And but a few hours before, I had left
Engenia in her modest home, and came
alone to the Tombs, to hear the law's
last judgment upon her brother.

Well! there was a buzzing noise all
over the room, as the young culprit
stood up to hear his sentence; then the
sharp voice and sharper knuckles of an
officer commanding “Silence!” and then
you might have heard a pin drop.

As the judge began to read the sentence
from a written paper, the young
burglar glanced about the court with an
earnest and softened gaze, glanced over
every face and peered into every corner,
and for a moment his face quivered and
his lips trembled. He was looking for
Eugenia! And when the consciousness
came upon him that her face was not
there,—that there was not one face there
to look upon him with pity and with
love,—the softened look passed from his
countenance; he was sullen, defiant, almost
brutal again. He drew his rough
overcoat closer over his chest, clenched
his right hand, and faced the judge with
an unfaltering gaze.

The remarks with which the judge
prefaced the sentence were of the usual
character,—well meant, without doubt,
but calculated to make the sides of a
devil ache with laughter, that is, if devils
ever laugh when the humbug of this
world is paraded before their eyes.

“Great wrong committed on society,—
shocking depravity in one so young,—
have time to reflect upon your crime,
and atone for it within the walls of the
State Prison;” such were some of the
prominent heads of the judge's brief sermon.

He did not say a word about any duty
which society owed to the miserable outcast;
did not breathe a whisper in regard
to the depraved father who had left his
boy to try the hard battle of the world,
friendless and alone; not the shadow of
a whisper concerning those bitter years
of ragged, half-naked, hungry, tempted
childhood, which the boy had endured
in the great city.

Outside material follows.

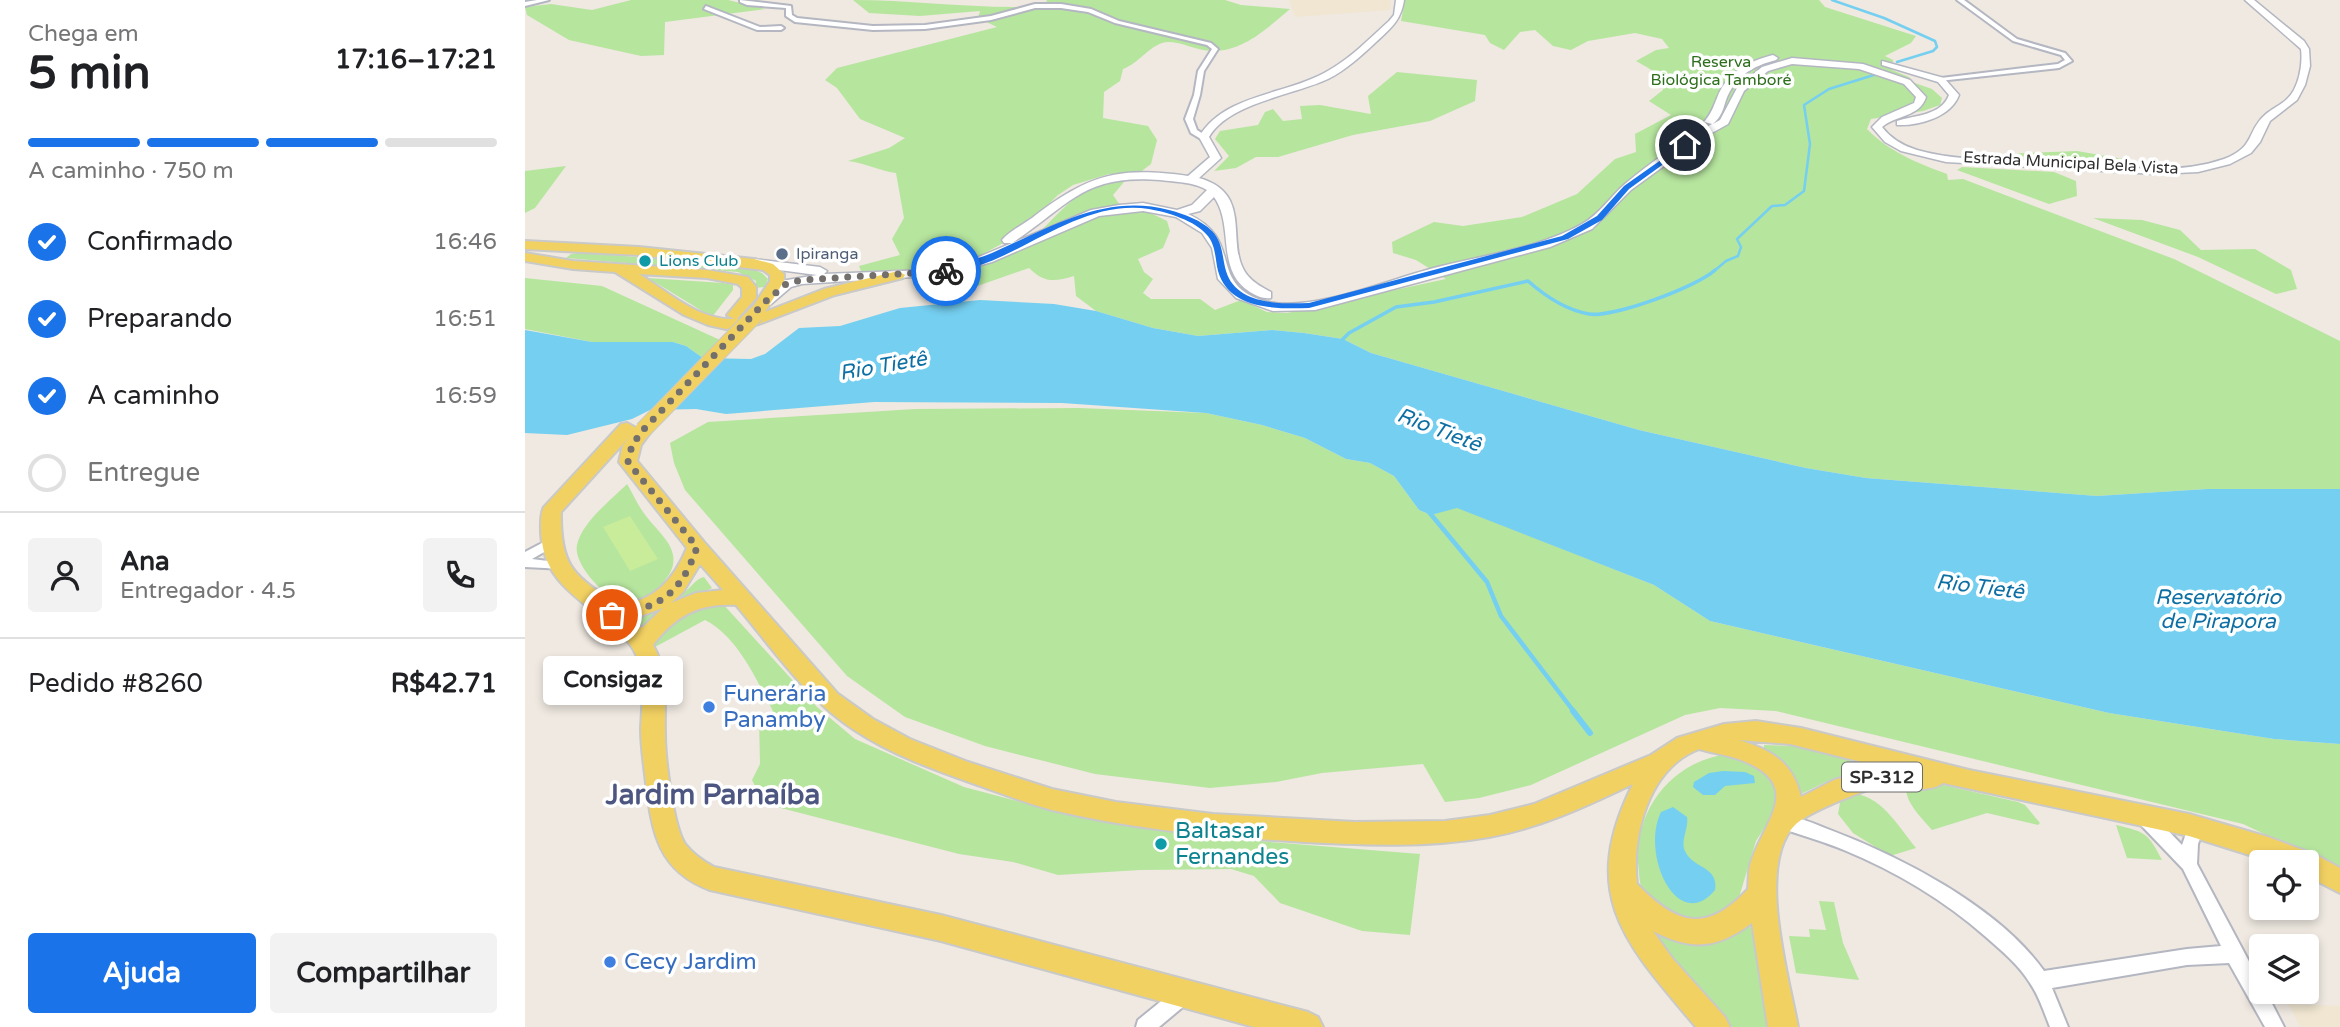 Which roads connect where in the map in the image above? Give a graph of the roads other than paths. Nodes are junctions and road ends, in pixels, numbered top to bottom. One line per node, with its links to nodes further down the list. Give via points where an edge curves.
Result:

O no! such things never
come within the knowledge of the law.
It is simply the business of the law to
imprison and to kill.

The judge concluded his homily with
this brilliant and startling thought—
“John Smith, it is the sentence of the
court that you be imprisoned for the term
of three years at Sing-Sing.” To which
John replied, with a look which showed
that State Prison discipline would do
about as much to reform his soul as a
course of sawdust and brickbats would
to fatten his body.

He was then taken out; the door
closed after him; the court buzzed again;
again an officer cried and rapped, “Order!”
and the judge proceeded to the
dispatch of other business.

That afternoon the pardon came, signed
by the noble-hearted governor, and
Eugenia and myself went to the Tombs,
and brought the young convict from his
gloomy cell into free daylight. No one
who had seen his hard, callous face in
the morning, would have imagined him
to be the same boy. We took him to
Eugenia's home, where he sat on the
edge of a chair, his nether lip quivering,
and his eye roving about the room, as if
he was not altogether certain that he was
awake.

“I thought you'd forget me—I did;”—
he faltered, as he looked into the face
of Eugenia—“I did. Are you, really,
my sister? No you aint—you aint!
You the sister of a cuss like me?” He
turned his face away from the light, toward
the wall, and leaning over the back
of the chair, “wept bitterly”—perhaps
the first tears he shed since he wandered
from his New-England birthplace.

At this moment, Col. Eliphalet Cloud
(whose consent, by the by, I had obtained
the day before to the anticipated
marriage) came into the room, prim and
cadaverous, and “dressed to the death.”
He gazed at the sobbing convict through
his eye-glass.

“This is you, is it? What a bad boy
you've been! A very—very bad boy!
You must have kept shockingly low
company! You young villain, I'm
ashamed of you!”

To which the boy, raising his face,
down which the tears were freely coursing,
made reply, as he gazed at the fossil
specimen of the man of the world before
him—“Get out! Who the — are
you! What are you gassin' at me fur?”

It was an odd picture—the ragged convict
son, and the genteel scoundrel father.
Eugenia came between them, and led the
old gentleman into the back room.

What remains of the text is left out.